The culture of nursing research has now advanced to the point where consideration can be given not just to the conduct of research, but also to its application in practice. The conduct of research is not the end, but rather a means through which practice is improved by utilizing research findings. Research utilization is the process of conveying and applying research-based knowledge to impact or change existing practices in the health care system ( 23 ). The primary components of research utilization involve summarizing knowledge generated through research; imparting the research knowledge to nurses, other health professionals, policymakers, and consumers of health care; and accomplishing desired outcomes for patients, their families, and health care providers and agencies. Models for research utilization were developed in the 1970s, beginning with the Western Interstate Commission for Higher Education in Nursing (WCHEN) Regional Program for Nursing Development ( 24 ). Other models include the Conduct and Utilization of Research in Nursing (CURN) project ( 25 ), the Stetler/Marram model ( 26 ), the retrieval and application of research in nursing (RARIN) model ( 27 ) and the Iowa model of research in practice ( 28 ).
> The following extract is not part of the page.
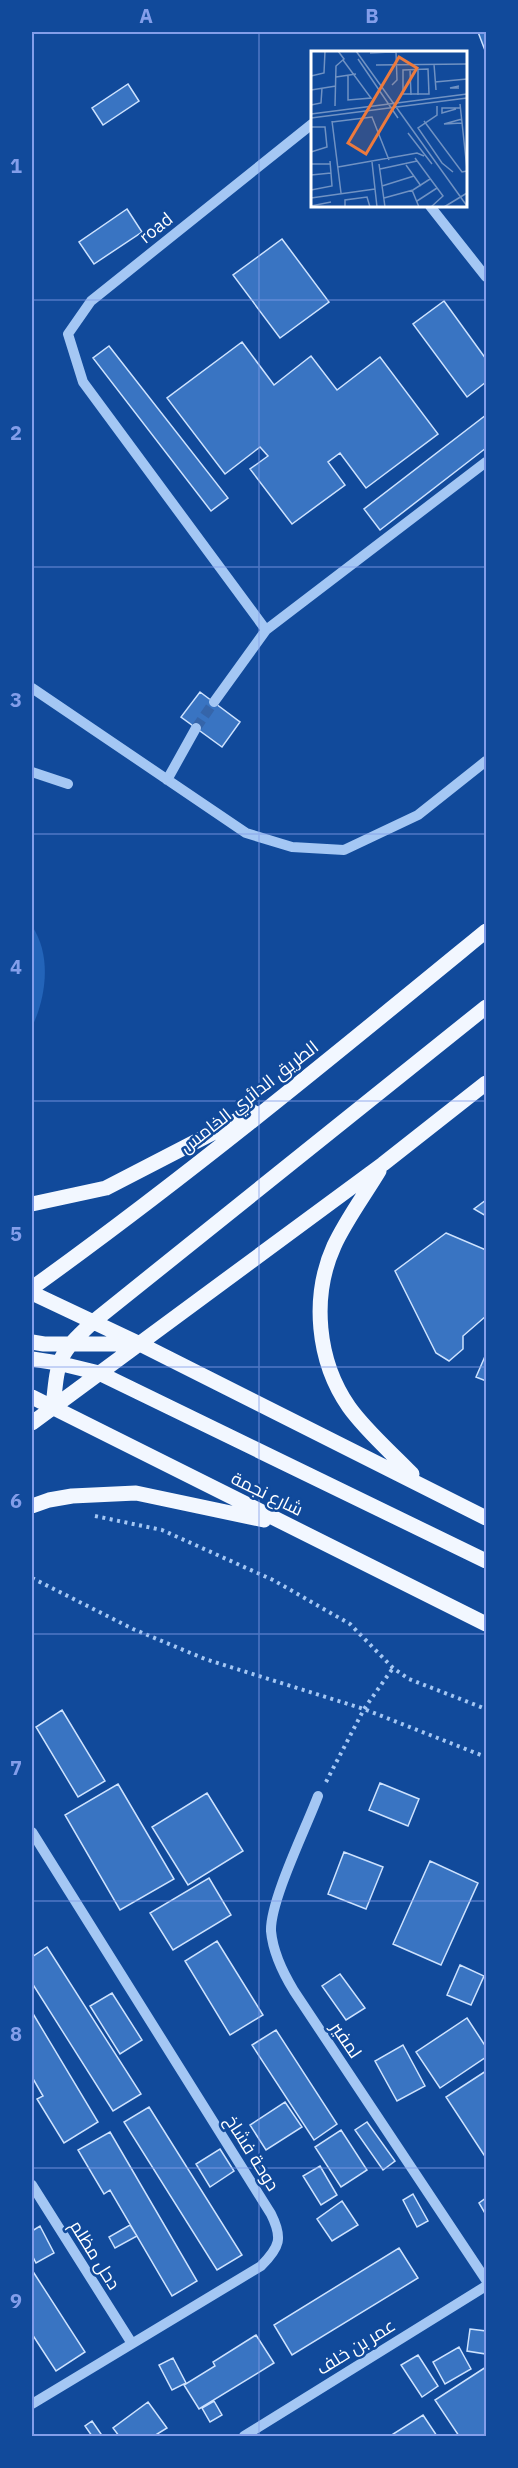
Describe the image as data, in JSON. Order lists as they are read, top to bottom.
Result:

The primary goal of research utilization programs is to make research findings an integral part of nursing practice, assuring research-based care delivery models. Research utilization is an excellent model for application of research findings to practice by advanced practice nurses.

An important trend is the use of research findings to serve as the basis for treatment decision making called evidence-based practice ( 29 ). Using this process, a question involving treatment is developed, and determination of the adequacy of current research is made. If the research base is adequate, it is synthesized, protocols are developed and applied, and evaluation is completed. Through these efforts, the nursing profession, in partnership with other professions, bridges the gap between research and practice to improve patient care.

EDUCATIONAL ADVANCEMENT

Early nursing education took place in hospital training programs (nursing diploma), modeled on Florence Nightingale’s work in the United Kingdom ( 30 ). In 1915, nursing’s educational accrediting body, the National League for Nursing (NLN) called for university-level education. Baccalaureate programs in nursing emerged in 1923 at Yale University and Western Reserve University, but the majority of nursing education took place in hospital-based diploma programs. In 1971, the first community college programs for nursing education opened, providing graduates with an associate degree in nursing. Today, entry into nursing practice takes place primarily in associate degree programs, with baccalaureate programs second. Gradually, diploma programs have decreased in number, and few exist today. Associate degree programs may introduce nursing students to research, but baccalaureate programs included nursing research in the upper division curriculum. From 1900 to the 1960s, most nursing leaders obtained their graduate-level preparation in schools of education ( 30 ). For many years, the Master’s degree was considered the terminal degree in nursing.

The number of nurses whose career was devoted to research was miniscule in the 1960s. Indeed, even by the 1970s only about 400 nurses in the United States held a doctoral degree ( 31 ). In 1955, the Nursing Research Grants and Fellowship Program of the Division of Nursing, United States Public Health Service (USPHS) was established. This program awarded grants for nursing research projects, nursing research fellowships, and nurse-scientist graduate training ( 32 ). Early funding was for nurses to obtain their doctorates in fields outside of nursing, because there were no nursing doctoral programs available. As a result, nurse-physiologists, nurse-anthropologists, and so forth emerged in the field. They were educated to conduct research, but often stayed in the field of their doctorate and did not apply their research efforts to nursing care problems.The emphasis during this period continued to be on establishing nursing’s rightful place in the academic setting of the university. As nursing became integrated into university life during the 1970s, nursing faculty became aware of their responsibility to develop new knowledge, and in many university-based schools of nursing, faculty members began to prepare both themselves and their students to become investigators ( 33 ).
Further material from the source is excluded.